The subscriber losses come as dial-up ISPs are being shunted to the sidelines by powerful cable companies and local phone outfits in the race to unleash high-speed Internet service. ISPs have responded by bolstering premium "bring your own access" packages that can be sold to customers who buy broadband access from other providers.

AOL is not alone in feeling the pinch of fading subscriber numbers.

Microsoft's MSN Internet service reported zero net subscriber growth in the fourth quarter of 2002, holding steady at 9 million subscribers despite the backing of a $350 million advertising campaign for its new MSN 8 service. The company said the lack of growth was offset by a shift to higher-paying customers as various incentive offers came to a close in the last three months of the year.

Earthlink, the third-largest ISP in the United States, has also seen declines in its dial-up business. The company this week announced massive cutbacks at the company as it moved to outsource its customer-support call centers.

Like Earthlink and MSN, America Online says it has begun to focus on improving its margins, an area that could offer a silver lining.

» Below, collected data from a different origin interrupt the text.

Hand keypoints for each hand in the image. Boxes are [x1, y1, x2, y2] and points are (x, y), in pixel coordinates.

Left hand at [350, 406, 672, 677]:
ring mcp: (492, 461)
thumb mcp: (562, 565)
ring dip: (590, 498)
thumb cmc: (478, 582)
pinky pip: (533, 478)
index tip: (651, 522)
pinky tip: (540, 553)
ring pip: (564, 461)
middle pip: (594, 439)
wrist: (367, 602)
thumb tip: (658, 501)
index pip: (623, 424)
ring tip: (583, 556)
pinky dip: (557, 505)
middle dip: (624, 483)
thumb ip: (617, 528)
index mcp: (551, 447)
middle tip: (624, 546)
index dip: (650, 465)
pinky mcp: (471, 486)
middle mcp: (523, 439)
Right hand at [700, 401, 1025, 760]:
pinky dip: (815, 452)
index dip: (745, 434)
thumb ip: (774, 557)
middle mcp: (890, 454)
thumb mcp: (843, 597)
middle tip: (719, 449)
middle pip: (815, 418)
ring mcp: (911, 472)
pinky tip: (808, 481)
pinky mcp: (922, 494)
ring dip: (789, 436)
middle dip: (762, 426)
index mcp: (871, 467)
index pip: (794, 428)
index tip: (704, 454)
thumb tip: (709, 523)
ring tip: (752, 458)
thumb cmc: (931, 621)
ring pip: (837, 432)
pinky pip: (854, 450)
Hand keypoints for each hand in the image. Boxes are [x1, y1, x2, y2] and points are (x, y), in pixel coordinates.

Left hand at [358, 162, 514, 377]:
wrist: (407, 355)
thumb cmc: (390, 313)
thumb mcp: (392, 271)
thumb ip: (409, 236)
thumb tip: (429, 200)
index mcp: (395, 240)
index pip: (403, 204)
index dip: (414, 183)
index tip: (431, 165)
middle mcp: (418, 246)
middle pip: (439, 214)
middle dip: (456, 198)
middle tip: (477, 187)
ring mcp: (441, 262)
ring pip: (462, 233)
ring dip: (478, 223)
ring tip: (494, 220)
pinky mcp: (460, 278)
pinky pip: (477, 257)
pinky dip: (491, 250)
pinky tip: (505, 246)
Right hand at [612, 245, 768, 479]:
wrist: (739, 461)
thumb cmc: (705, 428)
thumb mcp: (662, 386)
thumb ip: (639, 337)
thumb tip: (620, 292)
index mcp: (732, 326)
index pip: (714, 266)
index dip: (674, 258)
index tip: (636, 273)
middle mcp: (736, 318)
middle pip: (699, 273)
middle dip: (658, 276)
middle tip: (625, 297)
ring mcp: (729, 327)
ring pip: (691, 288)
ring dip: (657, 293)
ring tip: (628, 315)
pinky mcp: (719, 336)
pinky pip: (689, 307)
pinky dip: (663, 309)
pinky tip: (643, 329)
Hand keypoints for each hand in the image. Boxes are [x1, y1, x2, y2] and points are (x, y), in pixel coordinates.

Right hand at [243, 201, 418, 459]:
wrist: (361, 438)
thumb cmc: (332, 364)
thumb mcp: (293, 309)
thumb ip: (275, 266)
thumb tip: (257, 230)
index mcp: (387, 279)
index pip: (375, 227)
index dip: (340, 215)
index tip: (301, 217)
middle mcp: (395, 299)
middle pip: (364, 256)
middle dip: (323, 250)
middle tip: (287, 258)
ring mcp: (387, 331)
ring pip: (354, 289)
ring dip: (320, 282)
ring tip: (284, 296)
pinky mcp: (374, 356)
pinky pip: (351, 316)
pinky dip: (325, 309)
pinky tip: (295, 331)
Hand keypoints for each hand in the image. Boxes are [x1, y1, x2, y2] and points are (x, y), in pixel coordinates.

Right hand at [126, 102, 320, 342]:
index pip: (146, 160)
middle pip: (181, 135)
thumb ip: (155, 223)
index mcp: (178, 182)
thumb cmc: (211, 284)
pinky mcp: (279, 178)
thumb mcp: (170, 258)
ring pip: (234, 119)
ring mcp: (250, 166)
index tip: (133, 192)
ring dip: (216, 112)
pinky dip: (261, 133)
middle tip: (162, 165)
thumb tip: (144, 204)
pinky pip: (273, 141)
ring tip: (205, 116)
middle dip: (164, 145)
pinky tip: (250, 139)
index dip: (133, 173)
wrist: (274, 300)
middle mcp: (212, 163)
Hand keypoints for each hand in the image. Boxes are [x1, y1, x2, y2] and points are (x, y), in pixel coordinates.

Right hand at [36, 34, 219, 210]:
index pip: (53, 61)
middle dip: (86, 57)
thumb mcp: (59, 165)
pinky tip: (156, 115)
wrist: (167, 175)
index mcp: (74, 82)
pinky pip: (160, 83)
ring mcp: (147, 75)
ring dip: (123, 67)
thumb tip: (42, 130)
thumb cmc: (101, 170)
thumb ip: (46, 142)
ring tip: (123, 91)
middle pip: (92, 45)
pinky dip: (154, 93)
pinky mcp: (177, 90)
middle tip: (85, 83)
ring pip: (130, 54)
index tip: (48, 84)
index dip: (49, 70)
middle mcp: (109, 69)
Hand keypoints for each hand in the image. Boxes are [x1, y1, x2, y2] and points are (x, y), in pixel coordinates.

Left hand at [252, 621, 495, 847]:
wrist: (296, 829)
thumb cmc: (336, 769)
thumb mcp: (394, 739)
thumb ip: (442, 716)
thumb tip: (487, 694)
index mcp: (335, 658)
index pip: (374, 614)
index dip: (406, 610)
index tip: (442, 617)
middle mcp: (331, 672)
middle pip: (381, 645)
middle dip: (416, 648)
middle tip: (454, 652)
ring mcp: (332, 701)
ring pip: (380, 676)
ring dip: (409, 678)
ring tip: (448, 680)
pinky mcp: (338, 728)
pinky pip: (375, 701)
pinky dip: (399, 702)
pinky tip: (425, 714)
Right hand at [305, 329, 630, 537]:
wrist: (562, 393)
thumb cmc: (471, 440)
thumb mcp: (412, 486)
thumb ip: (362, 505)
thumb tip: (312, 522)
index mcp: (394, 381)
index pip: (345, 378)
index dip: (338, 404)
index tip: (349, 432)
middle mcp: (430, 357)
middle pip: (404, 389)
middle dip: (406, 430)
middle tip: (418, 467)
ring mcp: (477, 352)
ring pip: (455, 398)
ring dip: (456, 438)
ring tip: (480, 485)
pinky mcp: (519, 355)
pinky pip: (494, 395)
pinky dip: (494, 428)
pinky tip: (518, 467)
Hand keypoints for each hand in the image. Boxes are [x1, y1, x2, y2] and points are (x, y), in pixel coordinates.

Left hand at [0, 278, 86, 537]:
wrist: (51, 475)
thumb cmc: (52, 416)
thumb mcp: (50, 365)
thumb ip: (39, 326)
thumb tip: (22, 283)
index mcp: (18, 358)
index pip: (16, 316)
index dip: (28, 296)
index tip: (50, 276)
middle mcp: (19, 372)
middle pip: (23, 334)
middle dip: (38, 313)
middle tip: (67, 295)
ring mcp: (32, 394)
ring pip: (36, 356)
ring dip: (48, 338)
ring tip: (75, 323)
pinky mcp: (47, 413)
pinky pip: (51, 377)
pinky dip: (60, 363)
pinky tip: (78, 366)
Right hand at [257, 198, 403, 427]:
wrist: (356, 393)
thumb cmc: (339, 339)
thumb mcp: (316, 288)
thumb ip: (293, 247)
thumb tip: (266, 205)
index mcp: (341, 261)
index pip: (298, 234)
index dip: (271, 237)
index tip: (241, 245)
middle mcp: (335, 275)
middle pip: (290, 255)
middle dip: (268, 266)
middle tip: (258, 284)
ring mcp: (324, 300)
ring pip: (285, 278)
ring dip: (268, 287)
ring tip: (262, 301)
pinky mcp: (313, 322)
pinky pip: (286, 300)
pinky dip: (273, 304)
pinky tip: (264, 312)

An AOL representative declined to comment, saying that the company had discussed the issue during a conference call with Wall Street analysts following the company's earnings report Wednesday. At that time, AOL Time Warner's Chief Financial Officer, Wayne Pace, said the company would focus on AOL's member profitability instead of member acquisition.

The number of free subscribers on the service dropped from 2.9 million in the third quarter to 2.5 million in the fourth.

"Not only does (the decline in subscribers) show the maturity of the dial-up market and AOL's inability to capitalize on the transition of its subscribers to broadband, but it may also be the result of the company getting rid of underperforming subscribers," Kaufman Bros analyst Mark May said.

News.com's Jim Hu contributed to this report.